Littérature noire
13 Novembre 2015
En 1992, James Ellroy dans un entretien à la revue Polar parlait ainsi de True Confessions, « bien sûr le meurtre dans le livre est inspiré du Dahlia. Mais John Gregory Dunne a donné une vision extrêmement drôle et profane d'un Los Angeles catholique irlandais. Il n'y a jamais eu de Los Angeles irlandais après la guerre. C'est un livre brillant, que j'aime énormément mais Dieu merci, Dunen ne s'est pas appuyé sur les faits ». Une façon de discréditer à demi-mot, l'excellent roman de Dunne qui anticipait de quelques années le Dahlia du Dog. Ecrit en 1977 par John Gregory Dunne (décédé en 2003), scénariste et journaliste, True Confessions arrive, par un miracle inexplicable de l'édition, enfin en France. Et c'est un grand roman noir. Old school. Avec enchevêtrement des destins, des enjeux, de la politique, des femmes.
Et notamment une femme : Lois Fazenda, retrouvée coupée en deux à l'angle de la 39e Rue et de Norton, à Los Angeles en 1947. Tom Spellacy est chargé de l'enquête sur celle que la presse, si scandaleuse et si puissante à l'époque, appelle la « Vierge Impure ». Tom Spellacy dont la propre épouse, hantée par les Saints, est en hôpital psychiatrique, la maîtresse enceinte et l'ancienne prostituée en chef sur le point de prendre sa retraite. Tom Spellacy dont le frère Desmond, grand argentier de l'évêché californien, est en pole position pour devenir le prochain évêque de l'Etat. L'assassinat de la Vierge Impure ébranle la bonne société, elle qui travaillait bénévolement pour un organisme caritatif catholique, elle qui a croisé le chemin de l'avocat de l'évêché. Dans un Los Angeles d'après-guerre, les appétits de vie sont considérables, les ambitions, affichées, la corruption galopante et le sexe, omniprésent.
John Gregory Dunne livre un polar grande classe, truffé d'humour (« Voilà le genre d'affaire qui me plaît, cet abruti dira tout en échange d'une clope : sa rombière avait du cérumen dans les oreilles ou du poil sur les nichons, le genre de mobile que je peux comprendre. »), de dialogues ciselés et peuplé de personnages incroyables. Du nain acteur, à la femme obèse matronne de boxe, en passant par le flic réellement débile et le prêtre mort entre les cuisses d'une fille de joie. Mention spéciale à ce braqueur minable que Spellacy chope en début de roman : « son parcours scolaire s'était arrêté avant la fin de l'école primaire; il avait un QI de 86 et s'appelait encore Horace Turner. Lorsqu'un vieux malabar condamné à perpète avait voulu lui défoncer le cul, Horace s'était tellement affolé qu'il lui avait chié sur la bite. Depuis on l'appelait Turd : l'étron. »
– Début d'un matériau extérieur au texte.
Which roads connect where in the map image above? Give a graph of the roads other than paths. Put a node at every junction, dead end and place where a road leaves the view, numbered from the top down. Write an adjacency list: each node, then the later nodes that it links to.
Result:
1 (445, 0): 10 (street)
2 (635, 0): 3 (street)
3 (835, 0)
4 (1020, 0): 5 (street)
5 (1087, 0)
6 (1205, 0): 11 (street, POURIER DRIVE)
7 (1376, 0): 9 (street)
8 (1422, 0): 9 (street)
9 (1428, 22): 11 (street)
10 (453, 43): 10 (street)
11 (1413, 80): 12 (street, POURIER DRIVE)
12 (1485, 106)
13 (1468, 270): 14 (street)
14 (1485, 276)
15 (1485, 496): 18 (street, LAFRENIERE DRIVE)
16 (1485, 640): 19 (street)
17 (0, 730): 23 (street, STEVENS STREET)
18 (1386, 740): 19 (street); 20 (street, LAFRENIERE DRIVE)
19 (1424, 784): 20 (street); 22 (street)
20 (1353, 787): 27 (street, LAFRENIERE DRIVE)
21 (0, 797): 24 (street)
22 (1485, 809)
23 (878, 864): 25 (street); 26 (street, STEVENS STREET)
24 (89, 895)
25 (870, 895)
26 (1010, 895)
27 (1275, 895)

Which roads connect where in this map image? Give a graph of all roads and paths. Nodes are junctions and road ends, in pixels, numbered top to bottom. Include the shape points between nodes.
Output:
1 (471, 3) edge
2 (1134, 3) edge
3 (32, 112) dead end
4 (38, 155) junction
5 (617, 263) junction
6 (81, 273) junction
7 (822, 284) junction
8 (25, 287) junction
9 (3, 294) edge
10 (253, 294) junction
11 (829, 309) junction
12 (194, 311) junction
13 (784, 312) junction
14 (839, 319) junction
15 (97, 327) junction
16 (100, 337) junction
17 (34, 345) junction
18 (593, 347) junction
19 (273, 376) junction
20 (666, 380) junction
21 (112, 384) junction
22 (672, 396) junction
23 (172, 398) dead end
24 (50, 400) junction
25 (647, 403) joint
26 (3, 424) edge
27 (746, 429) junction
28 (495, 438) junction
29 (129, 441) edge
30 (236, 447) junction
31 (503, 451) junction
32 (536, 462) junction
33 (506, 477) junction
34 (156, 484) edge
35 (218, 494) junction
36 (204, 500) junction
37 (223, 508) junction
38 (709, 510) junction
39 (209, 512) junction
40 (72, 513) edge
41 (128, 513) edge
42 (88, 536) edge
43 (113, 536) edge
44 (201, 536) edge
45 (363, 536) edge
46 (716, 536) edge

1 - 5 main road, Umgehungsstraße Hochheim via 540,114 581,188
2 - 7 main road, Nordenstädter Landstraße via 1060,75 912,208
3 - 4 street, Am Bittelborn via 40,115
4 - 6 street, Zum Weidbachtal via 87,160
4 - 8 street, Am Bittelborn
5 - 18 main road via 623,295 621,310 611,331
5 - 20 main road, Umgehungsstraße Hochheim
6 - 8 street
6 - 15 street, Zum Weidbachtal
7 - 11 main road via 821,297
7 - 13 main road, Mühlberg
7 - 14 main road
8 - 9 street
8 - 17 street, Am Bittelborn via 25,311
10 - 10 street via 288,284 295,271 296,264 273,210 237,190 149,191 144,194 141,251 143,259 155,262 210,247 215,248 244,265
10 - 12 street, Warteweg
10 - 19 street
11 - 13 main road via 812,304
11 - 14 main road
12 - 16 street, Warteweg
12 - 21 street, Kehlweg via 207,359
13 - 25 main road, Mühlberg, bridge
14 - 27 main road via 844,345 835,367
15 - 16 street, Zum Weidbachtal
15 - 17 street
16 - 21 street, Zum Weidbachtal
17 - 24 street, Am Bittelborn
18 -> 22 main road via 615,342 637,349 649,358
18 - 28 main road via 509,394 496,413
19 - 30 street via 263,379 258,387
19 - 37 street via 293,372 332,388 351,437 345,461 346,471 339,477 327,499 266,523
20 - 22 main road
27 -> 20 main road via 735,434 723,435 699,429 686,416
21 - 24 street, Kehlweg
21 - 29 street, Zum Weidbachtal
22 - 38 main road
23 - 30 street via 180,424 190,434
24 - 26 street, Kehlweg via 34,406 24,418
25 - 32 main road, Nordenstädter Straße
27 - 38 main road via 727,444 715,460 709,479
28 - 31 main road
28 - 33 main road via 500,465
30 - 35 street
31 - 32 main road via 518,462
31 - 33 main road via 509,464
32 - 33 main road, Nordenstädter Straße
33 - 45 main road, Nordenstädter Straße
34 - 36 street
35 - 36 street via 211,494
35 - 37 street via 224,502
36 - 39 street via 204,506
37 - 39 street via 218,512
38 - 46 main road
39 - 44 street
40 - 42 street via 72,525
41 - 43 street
True Confessions est le roman d'une cité cannibale qui dévore ses enfants mais aussi ses hommes. C'est évident : c'est « un livre brillant ». Mais c'est aussi évident que pour un homme pieux comme Ellroy, il doit y avoir des passages sur le clergé californien difficiles à avaler. Des prêtes, des « monseigneurs » représentés dans une société perverse, vicieuse.
Ajoutons à cela un superbe face à face des deux frères et voilà une vraie trouvaille pour tout amateur de roman noir. A noter que le livre avait fait l'objet dans les années 80 d'une adapation cinéma, un peu passée inaperçue, avec Robert Duvall Et De Niro.
True Confessions, John Gregory Dunne, ed. Seuil, 417 pages, 22, 50 euros.